> _What is required_
Each line of the data below holding the word "junctions" must be copied.

** Opening Available data block **

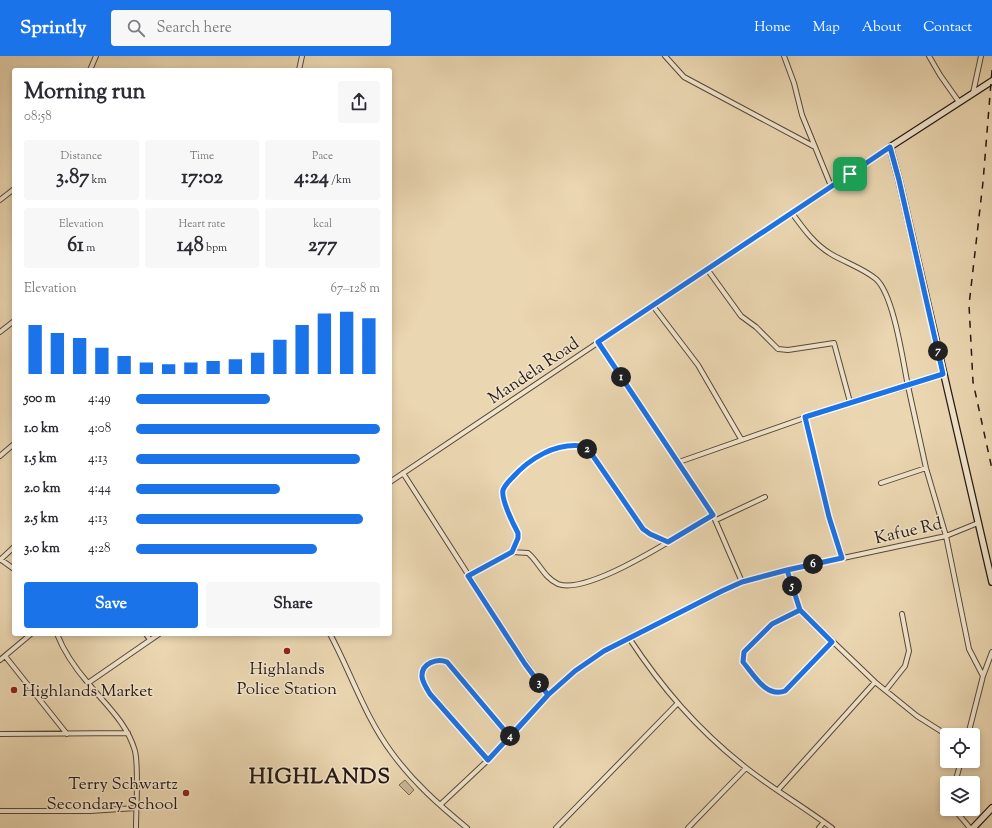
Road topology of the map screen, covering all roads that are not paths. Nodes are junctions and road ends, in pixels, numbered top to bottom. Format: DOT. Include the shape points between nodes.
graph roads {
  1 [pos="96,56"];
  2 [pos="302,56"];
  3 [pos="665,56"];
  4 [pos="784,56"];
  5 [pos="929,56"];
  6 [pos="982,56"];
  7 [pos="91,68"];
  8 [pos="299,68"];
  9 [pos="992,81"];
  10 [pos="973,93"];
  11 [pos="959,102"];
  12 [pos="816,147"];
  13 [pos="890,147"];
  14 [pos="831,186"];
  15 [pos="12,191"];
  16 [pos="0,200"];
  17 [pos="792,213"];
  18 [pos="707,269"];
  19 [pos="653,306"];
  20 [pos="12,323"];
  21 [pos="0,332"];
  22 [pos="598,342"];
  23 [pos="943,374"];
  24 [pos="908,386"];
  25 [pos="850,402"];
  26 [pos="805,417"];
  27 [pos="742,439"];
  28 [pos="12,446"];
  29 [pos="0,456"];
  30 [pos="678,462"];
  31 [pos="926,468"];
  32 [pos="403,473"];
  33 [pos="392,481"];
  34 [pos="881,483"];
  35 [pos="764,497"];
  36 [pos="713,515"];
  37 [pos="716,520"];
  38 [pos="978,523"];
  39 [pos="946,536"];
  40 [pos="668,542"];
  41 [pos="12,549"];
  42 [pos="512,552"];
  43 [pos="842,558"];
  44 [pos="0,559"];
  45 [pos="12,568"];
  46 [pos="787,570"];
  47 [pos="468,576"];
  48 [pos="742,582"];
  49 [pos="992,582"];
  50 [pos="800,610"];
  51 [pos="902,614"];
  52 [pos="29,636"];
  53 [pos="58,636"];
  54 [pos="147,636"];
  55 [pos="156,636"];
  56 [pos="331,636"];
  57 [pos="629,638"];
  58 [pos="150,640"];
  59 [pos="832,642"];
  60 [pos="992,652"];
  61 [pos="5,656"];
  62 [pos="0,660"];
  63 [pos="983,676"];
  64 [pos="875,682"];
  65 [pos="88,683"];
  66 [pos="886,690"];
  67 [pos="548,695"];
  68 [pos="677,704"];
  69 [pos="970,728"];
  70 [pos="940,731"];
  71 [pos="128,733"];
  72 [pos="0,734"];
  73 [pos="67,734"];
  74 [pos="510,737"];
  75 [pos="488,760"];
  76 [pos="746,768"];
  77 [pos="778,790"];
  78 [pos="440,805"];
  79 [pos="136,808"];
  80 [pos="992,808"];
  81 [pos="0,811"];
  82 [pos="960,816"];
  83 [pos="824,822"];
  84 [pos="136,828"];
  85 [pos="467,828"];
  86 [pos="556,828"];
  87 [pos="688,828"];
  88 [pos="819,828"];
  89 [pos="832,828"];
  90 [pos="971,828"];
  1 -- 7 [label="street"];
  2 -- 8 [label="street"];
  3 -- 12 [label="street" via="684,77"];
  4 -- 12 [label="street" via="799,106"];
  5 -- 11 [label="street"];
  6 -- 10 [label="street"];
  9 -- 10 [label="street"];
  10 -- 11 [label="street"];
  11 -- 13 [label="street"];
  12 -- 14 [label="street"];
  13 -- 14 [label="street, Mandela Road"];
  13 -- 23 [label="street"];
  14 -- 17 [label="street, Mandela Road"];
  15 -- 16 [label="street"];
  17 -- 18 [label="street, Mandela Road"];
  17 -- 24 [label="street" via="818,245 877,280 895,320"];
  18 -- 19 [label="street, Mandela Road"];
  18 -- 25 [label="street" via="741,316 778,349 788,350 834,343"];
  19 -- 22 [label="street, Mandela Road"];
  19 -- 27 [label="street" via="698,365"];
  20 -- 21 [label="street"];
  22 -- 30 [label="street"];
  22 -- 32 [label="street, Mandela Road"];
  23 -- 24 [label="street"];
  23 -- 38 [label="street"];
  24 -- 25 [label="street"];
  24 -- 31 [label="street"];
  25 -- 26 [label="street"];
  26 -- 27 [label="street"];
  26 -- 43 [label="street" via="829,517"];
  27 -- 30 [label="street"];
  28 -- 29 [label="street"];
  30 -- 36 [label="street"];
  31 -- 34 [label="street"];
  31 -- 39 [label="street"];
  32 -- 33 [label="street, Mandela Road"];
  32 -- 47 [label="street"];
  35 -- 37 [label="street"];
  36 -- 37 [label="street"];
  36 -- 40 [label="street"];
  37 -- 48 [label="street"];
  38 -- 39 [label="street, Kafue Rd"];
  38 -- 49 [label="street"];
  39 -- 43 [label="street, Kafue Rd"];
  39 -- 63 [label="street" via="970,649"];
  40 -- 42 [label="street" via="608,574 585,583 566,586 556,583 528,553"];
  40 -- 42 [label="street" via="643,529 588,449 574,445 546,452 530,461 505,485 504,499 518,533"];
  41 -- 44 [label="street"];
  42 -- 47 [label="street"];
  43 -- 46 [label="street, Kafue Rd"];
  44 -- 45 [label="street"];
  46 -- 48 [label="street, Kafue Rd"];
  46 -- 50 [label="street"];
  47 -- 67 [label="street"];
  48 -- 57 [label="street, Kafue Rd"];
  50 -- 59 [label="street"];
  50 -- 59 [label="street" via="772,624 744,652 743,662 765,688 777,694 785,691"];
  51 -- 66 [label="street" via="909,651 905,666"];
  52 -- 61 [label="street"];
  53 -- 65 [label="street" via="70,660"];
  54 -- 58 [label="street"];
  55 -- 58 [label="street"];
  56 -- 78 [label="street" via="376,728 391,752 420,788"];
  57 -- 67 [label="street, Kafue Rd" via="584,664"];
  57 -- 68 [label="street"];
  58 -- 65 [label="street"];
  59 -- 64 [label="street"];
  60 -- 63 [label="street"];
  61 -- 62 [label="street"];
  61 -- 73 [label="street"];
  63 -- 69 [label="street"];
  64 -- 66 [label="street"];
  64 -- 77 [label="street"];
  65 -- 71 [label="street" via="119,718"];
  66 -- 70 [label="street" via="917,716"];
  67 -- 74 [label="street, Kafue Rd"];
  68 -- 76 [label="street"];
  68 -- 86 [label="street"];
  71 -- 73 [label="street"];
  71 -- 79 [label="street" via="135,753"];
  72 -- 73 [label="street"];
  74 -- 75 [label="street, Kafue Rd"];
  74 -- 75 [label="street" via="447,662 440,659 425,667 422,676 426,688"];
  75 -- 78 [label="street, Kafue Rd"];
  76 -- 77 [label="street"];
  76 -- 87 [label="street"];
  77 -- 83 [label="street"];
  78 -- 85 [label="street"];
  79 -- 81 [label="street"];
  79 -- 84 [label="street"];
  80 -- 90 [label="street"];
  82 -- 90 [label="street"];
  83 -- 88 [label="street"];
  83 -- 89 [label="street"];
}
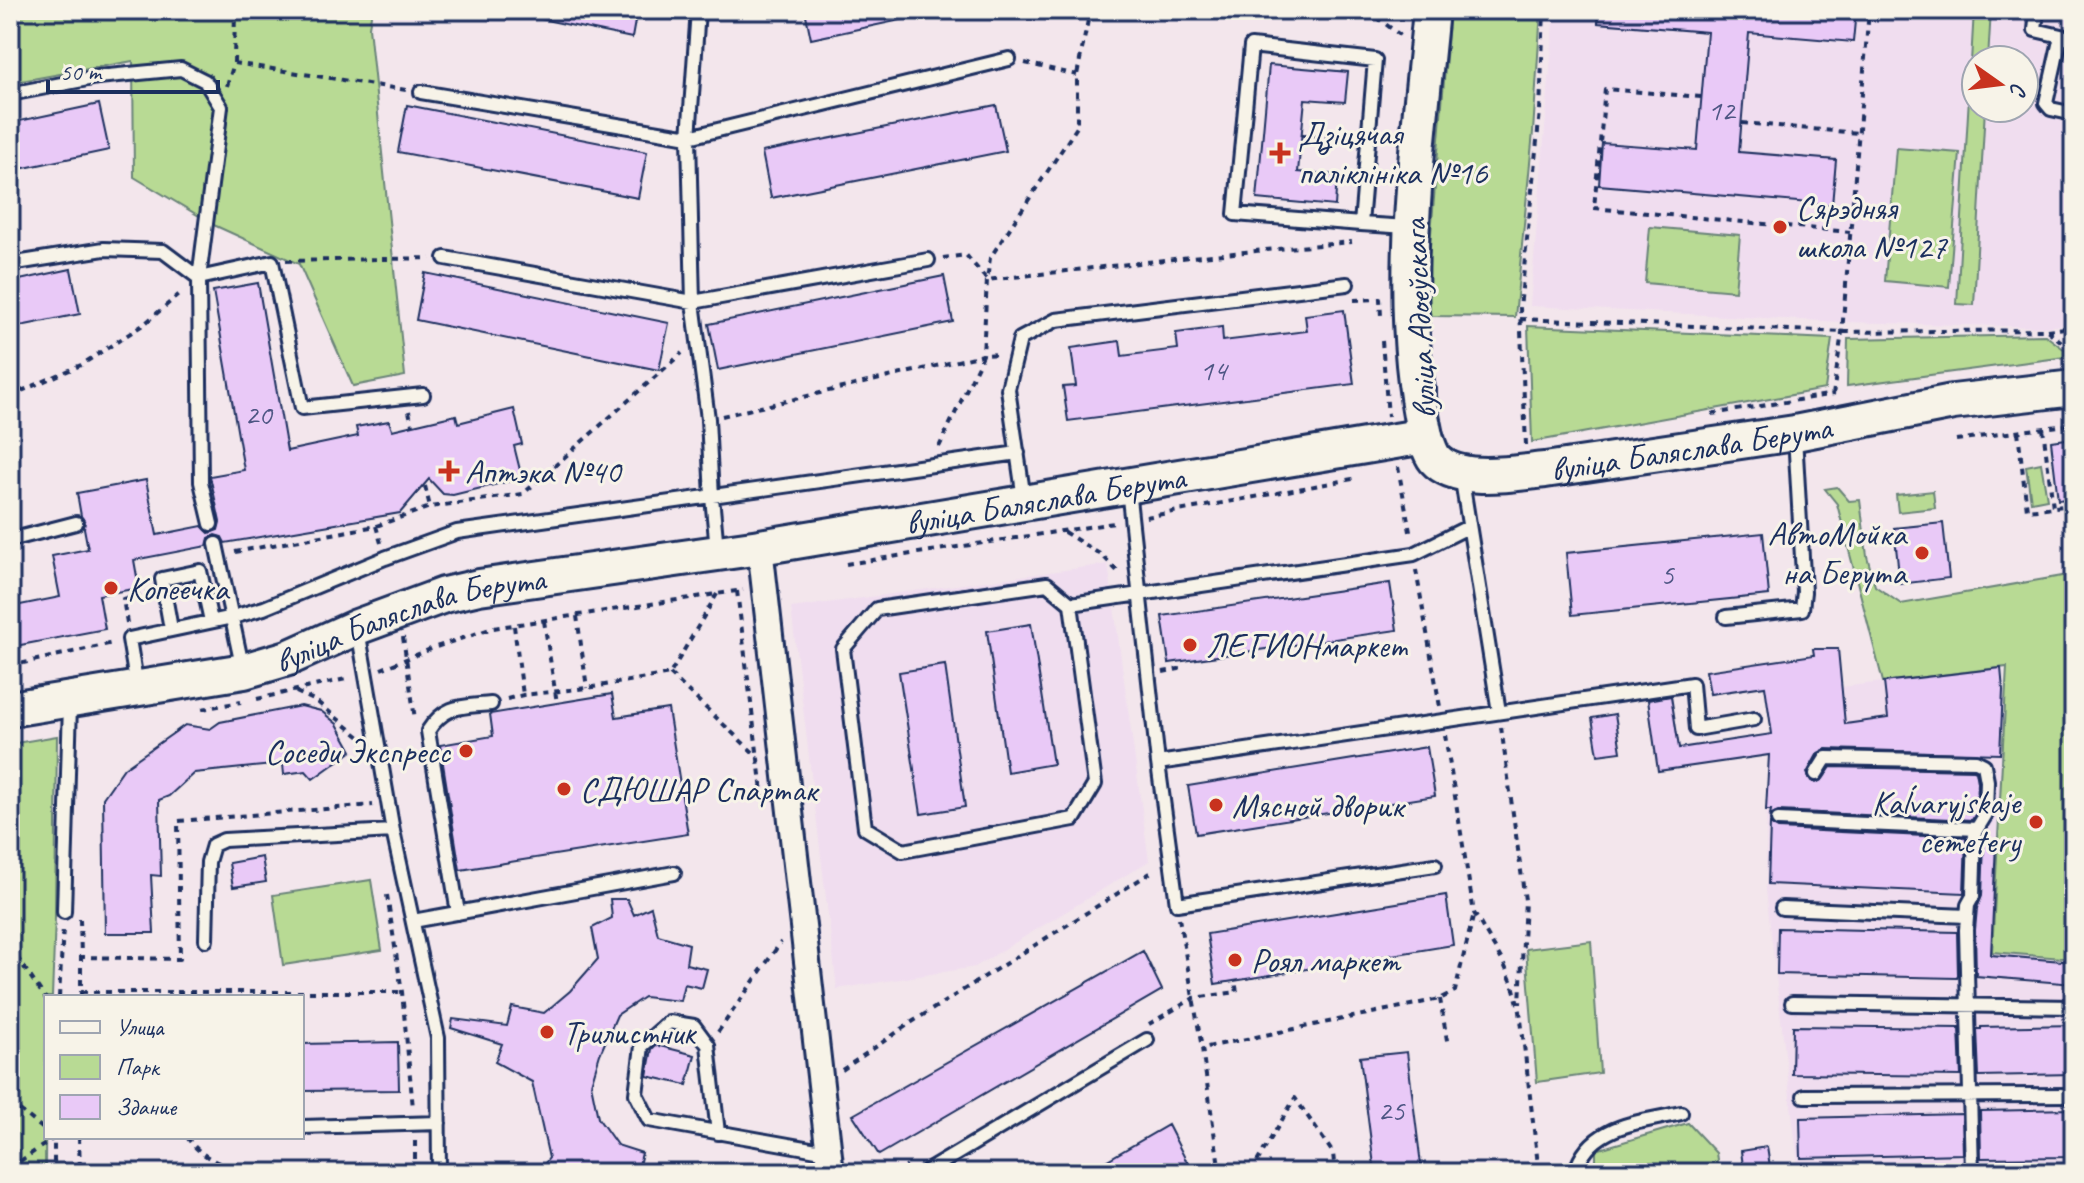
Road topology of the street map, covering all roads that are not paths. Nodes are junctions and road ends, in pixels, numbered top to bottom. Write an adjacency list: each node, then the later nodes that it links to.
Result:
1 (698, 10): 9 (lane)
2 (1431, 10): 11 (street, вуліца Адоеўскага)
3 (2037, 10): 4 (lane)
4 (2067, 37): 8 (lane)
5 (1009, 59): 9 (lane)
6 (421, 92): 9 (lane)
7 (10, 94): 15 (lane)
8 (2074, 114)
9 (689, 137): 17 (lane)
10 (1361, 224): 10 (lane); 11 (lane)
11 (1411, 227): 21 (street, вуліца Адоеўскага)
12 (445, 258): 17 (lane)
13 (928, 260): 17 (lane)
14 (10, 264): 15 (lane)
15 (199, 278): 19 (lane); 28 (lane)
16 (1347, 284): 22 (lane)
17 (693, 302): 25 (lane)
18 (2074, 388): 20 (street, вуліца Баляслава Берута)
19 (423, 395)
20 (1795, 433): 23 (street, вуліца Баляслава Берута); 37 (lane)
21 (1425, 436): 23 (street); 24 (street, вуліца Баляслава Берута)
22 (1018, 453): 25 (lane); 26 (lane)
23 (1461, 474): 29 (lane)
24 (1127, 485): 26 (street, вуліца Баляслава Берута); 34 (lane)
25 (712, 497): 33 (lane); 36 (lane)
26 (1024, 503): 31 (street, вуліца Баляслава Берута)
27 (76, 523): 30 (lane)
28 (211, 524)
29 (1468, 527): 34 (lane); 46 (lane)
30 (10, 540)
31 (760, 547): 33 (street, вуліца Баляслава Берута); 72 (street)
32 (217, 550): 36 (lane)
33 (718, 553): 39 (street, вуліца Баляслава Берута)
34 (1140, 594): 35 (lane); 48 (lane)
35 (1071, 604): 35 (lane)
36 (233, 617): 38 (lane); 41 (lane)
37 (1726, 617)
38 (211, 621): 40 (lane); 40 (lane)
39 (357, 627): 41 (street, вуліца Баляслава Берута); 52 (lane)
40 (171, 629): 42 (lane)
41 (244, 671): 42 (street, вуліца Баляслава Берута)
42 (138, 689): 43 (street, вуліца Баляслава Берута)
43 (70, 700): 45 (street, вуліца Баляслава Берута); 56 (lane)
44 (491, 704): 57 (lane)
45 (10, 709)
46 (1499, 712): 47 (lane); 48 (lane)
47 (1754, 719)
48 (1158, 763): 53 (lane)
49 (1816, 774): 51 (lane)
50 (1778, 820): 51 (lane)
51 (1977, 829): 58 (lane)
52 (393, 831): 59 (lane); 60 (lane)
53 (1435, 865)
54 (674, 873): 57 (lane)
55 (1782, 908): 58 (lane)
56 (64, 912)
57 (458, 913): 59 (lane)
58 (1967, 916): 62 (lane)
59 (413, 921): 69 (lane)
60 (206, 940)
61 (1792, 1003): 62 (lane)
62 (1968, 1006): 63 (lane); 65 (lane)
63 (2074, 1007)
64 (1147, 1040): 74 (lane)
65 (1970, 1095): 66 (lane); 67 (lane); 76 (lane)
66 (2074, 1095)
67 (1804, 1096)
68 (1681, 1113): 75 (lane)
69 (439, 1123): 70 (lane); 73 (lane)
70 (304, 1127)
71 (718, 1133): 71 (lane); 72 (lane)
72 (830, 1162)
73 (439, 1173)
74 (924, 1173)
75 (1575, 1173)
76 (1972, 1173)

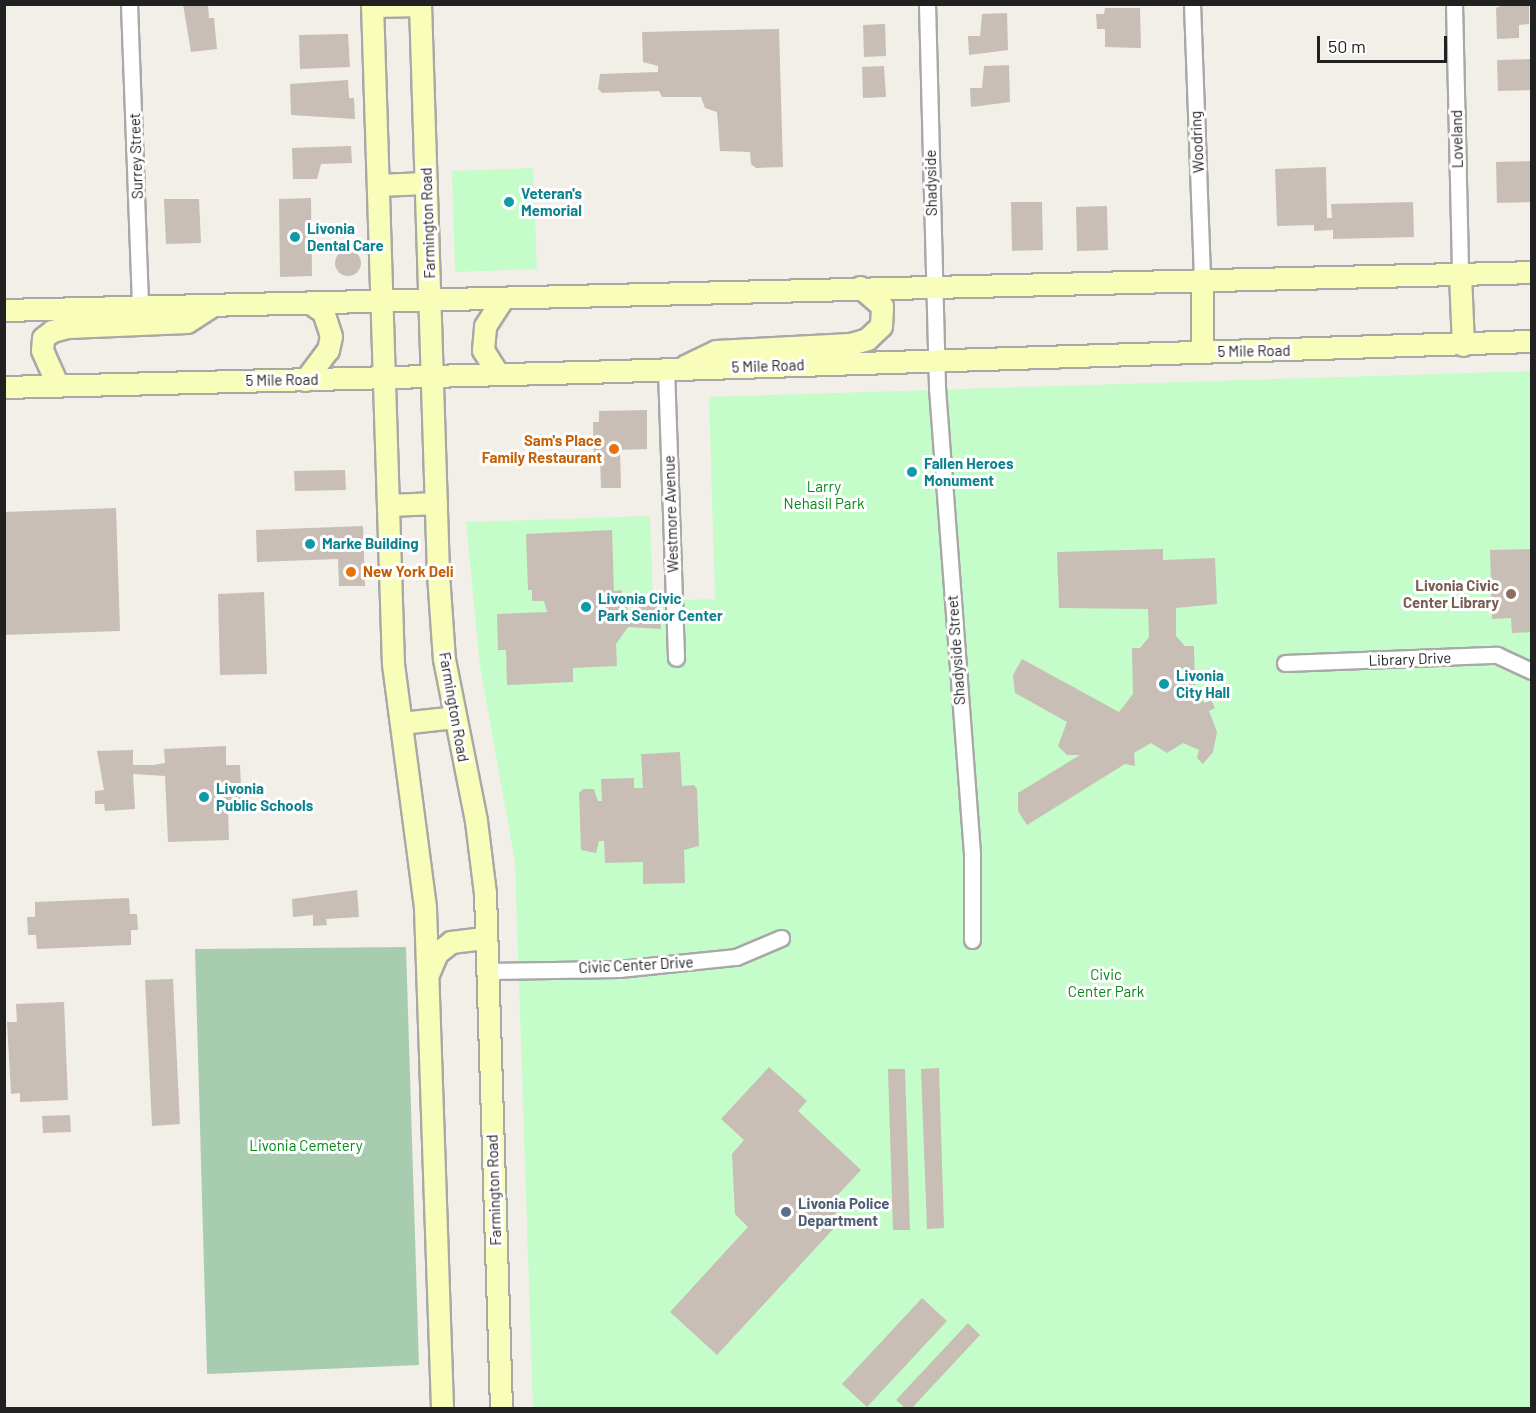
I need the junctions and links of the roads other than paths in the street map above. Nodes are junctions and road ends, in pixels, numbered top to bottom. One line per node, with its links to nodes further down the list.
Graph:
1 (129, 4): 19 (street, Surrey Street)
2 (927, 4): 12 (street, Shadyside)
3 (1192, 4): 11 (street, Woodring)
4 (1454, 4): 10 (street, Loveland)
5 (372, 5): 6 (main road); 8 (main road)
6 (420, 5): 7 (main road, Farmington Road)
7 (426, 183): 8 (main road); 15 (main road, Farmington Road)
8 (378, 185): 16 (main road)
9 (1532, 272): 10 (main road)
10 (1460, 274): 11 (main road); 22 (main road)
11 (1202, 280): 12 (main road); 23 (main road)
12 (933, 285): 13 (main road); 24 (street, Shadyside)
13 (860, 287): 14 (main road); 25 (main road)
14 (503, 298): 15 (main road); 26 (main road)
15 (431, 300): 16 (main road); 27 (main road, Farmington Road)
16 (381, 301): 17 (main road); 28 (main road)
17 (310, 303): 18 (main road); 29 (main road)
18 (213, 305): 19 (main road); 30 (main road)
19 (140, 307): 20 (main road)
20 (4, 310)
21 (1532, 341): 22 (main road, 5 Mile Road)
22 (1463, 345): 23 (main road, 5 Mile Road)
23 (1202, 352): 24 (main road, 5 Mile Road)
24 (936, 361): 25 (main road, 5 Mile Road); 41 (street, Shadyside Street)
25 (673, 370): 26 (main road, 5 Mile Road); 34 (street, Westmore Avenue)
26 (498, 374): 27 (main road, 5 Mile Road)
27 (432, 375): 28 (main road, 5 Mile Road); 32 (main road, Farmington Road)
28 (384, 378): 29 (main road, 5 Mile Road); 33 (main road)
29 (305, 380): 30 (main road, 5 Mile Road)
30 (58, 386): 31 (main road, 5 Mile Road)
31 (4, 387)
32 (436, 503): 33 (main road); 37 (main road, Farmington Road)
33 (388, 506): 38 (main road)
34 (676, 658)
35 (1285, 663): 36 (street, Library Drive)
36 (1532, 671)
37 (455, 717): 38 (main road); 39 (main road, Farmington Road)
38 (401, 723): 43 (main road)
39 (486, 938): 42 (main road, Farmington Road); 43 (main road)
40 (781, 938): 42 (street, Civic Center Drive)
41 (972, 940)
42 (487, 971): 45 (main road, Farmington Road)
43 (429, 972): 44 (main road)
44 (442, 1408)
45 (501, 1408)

** Closing Available data block **

> _Answer for this exercise_
Road topology of the map screen, covering all roads that are not paths. Nodes are junctions and road ends, in pixels, numbered top to bottom. Format: DOT. Include the shape points between nodes.
Road topology of the street map, covering all roads that are not paths. Nodes are junctions and road ends, in pixels, numbered top to bottom. Write an adjacency list: each node, then the later nodes that it links to.
I need the junctions and links of the roads other than paths in the street map above. Nodes are junctions and road ends, in pixels, numbered top to bottom. One line per node, with its links to nodes further down the list.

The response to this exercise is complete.